Substantial understatement of tax. If you understate tax liability on a return by the greater of $5,000 or 10% of the proper tax, you may be subject to a penalty equal to 20% of the underpayment attributable to the understatement.

The penalty may be avoided if you have a reasonable basis for your position and you disclose the position to the IRS on Form 8275, or on Form 8275-R in the case of a position that is contrary to an IRS regulation.

The penalty also may be avoided if you can show that your position was supported by “substantial authority” such as statutes, court decisions, final, temporary, or proposed IRS regulations, IRS revenue rulings and procedures, and notices, announcements, and other administrative pronouncements published by the IRS in the weekly Internal Revenue Bulletin. You may also rely on IRS private letter rulings and technical advice memoranda, as well as IRS actions on decisions and general counsel memoranda. However, according to the IRS, such rulings and internal IRS memoranda that are more than 10 years old should be accorded very little weight. Congressional committee reports and the tax law explanations prepared by Congress’s Joint Committee on Taxation, known as the “Blue Book,” may be relied on as authority for your position.

However, the exceptions for disclosed positions (with a reasonable basis) and substantial authority do not apply to items attributable to a tax shelter, which for this purpose means any arrangement that has tax avoidance or evasion as a significant purpose. An understatement of tax due to tax shelter positions may be subject to the understatement penalty for “reportable” transactions discussed below; if the understatement penalty for “reportable” transactions does apply, the 20% penalty discussed above for substantial understatements of tax does not apply to the same understatement.

Overvaluing donated property value or depreciable basis. If the claimed value of property donated to charity is 150% or more of the correct value, resulting in a tax underpayment exceeding $5,000, a penalty equal to 20% of the underpayment applies, and the penalty is doubled to 40% if the overvaluation is 200% or more. The same penalty thresholds and rates apply where the basis of depreciable property has been inflated. A reasonable cause exception to the 20% penalty is available (but not for the 40% penalty) if you relied on a qualified appraisal and you investigated the value of the property in good faith (14.16).

Undervaluation on gift or estate tax return. If the value of property reported on a gift tax or estate tax return is 65% or less of the correct value, and the resulting tax underpayment from the undervaluation exceeds $5,000, the penalty is 20% of the underpayment. The penalty doubles to 40% of the underpayment if the claimed value of the property is 40% or less of the correct value.

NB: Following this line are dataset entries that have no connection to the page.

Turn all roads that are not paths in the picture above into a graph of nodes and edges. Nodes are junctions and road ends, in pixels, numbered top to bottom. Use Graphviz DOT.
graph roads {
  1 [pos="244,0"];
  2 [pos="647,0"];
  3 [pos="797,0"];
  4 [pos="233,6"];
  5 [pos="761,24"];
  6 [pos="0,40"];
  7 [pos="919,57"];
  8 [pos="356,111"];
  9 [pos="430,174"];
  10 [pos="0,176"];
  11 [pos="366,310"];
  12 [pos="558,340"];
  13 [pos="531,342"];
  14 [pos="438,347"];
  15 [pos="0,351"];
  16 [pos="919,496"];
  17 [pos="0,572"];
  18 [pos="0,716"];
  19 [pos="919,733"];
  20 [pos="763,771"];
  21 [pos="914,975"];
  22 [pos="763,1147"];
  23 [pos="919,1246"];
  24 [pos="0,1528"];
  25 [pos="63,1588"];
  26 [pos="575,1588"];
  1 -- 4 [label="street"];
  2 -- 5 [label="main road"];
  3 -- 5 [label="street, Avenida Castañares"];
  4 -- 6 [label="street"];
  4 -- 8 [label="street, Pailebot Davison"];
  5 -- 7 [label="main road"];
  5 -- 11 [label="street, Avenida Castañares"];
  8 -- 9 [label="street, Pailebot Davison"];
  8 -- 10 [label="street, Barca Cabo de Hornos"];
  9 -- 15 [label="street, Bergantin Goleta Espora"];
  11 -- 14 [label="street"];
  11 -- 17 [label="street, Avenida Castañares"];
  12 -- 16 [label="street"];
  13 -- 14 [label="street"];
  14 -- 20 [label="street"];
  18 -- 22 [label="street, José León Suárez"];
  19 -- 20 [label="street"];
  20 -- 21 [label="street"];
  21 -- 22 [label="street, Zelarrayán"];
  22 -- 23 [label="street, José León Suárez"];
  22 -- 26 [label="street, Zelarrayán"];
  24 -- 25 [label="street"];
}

Claiming benefits from transaction lacking economic substance. If you claim tax benefits from a transaction lacking economic substance,the penalty is 20% of the resulting underpayment. There is no reasonable cause exception for transactions lacking economic substance. The penalty doubles to 40% of the underpayment if the transaction is not adequately disclosed.

Understatement due to undisclosed foreign financial asset. A 40% accuracy-related penalty applies to the portion of a tax underpayment that is attributable to an undisclosed specified foreign financial asset. These are assets required to be reported on Form 8938, as discussed in 48.7.

Claiming basis higher than estate tax value. As discussed in 5.17, you are subject to a 20% penalty if you inherit property that increased the estate tax liability owed by the estate and you claim a basis for the property (such as when you sell or claim depreciation) that is higher than the estate tax value reported to you on Schedule A of Form 8971.

Penalties relating to reportable transactions. A penalty may be imposed on individuals and business entities who fail to adequately disclose a “reportable” transaction on Form 8886. This penalty is in addition to any other penalty that may be imposed. Some reportable transactions may fall into the category of “listed” transactions. The Form 8886 instructions explain the difference between listed transactions and other types of reportable transactions. The amount of the penalty for failure to disclose is generally 75% of the tax reduction claimed on the return as a result of the transaction, but there is a minimum penalty of $5,000 per reportable transaction (whether or not listed) for individuals ($10,000 for non-individual returns). There is also a maximum penalty. If the failure to disclose involves a reportable transaction that is not a listed transaction, the maximum penalty is $10,000 ($50,000 for non-individual returns). If the transaction is a listed transaction, the maximum penalty is $100,000 for individuals ($200,000 for non-individual returns).

There is a separate “accuracy-related” penalty for understating tax liability attributable to a listed transaction or to any reportable transaction (other than a listed transaction) with a significant tax avoidance purpose. The penalty is generally 20% of the understatement if the transaction was adequately disclosed on Form 8886. There is an exception for reasonable cause, but to qualify, stringent requirements must be met; see Code Section 6664(d). If the transaction was not adequately disclosed, the penalty increases to 30% of the understatement and there is no reasonable cause exception.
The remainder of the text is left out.